SUPPLIED DATA -
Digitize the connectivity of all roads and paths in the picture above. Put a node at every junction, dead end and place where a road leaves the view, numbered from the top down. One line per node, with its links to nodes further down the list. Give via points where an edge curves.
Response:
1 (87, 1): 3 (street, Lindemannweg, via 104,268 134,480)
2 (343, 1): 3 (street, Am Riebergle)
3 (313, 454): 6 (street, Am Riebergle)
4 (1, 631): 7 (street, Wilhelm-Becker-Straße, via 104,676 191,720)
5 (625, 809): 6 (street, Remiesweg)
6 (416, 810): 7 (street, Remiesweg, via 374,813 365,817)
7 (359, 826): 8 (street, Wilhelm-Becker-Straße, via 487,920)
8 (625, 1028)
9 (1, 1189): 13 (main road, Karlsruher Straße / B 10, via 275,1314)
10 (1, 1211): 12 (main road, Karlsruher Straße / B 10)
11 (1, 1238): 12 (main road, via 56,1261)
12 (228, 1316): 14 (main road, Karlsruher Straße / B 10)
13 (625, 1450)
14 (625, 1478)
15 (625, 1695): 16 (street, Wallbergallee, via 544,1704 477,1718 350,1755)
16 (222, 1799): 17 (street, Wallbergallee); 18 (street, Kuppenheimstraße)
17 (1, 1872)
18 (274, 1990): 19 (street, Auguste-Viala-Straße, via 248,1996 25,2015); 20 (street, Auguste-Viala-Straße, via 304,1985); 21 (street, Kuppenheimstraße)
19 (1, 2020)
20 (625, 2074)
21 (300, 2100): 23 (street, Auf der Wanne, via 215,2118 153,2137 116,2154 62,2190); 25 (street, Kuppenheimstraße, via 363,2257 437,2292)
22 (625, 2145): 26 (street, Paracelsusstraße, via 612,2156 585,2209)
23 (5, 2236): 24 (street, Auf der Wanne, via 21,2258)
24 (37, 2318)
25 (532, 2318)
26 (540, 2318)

EXERCISE BRIEF - From the first line to the last, copy the data exactly.

THE ANSWER -
Digitize the connectivity of all roads and paths in the picture above. Put a node at every junction, dead end and place where a road leaves the view, numbered from the top down. One line per node, with its links to nodes further down the list. Give via points where an edge curves.
Response:
1 (87, 1): 3 (street, Lindemannweg, via 104,268 134,480)
2 (343, 1): 3 (street, Am Riebergle)
3 (313, 454): 6 (street, Am Riebergle)
4 (1, 631): 7 (street, Wilhelm-Becker-Straße, via 104,676 191,720)
5 (625, 809): 6 (street, Remiesweg)
6 (416, 810): 7 (street, Remiesweg, via 374,813 365,817)
7 (359, 826): 8 (street, Wilhelm-Becker-Straße, via 487,920)
8 (625, 1028)
9 (1, 1189): 13 (main road, Karlsruher Straße / B 10, via 275,1314)
10 (1, 1211): 12 (main road, Karlsruher Straße / B 10)
11 (1, 1238): 12 (main road, via 56,1261)
12 (228, 1316): 14 (main road, Karlsruher Straße / B 10)
13 (625, 1450)
14 (625, 1478)
15 (625, 1695): 16 (street, Wallbergallee, via 544,1704 477,1718 350,1755)
16 (222, 1799): 17 (street, Wallbergallee); 18 (street, Kuppenheimstraße)
17 (1, 1872)
18 (274, 1990): 19 (street, Auguste-Viala-Straße, via 248,1996 25,2015); 20 (street, Auguste-Viala-Straße, via 304,1985); 21 (street, Kuppenheimstraße)
19 (1, 2020)
20 (625, 2074)
21 (300, 2100): 23 (street, Auf der Wanne, via 215,2118 153,2137 116,2154 62,2190); 25 (street, Kuppenheimstraße, via 363,2257 437,2292)
22 (625, 2145): 26 (street, Paracelsusstraße, via 612,2156 585,2209)
23 (5, 2236): 24 (street, Auf der Wanne, via 21,2258)
24 (37, 2318)
25 (532, 2318)
26 (540, 2318)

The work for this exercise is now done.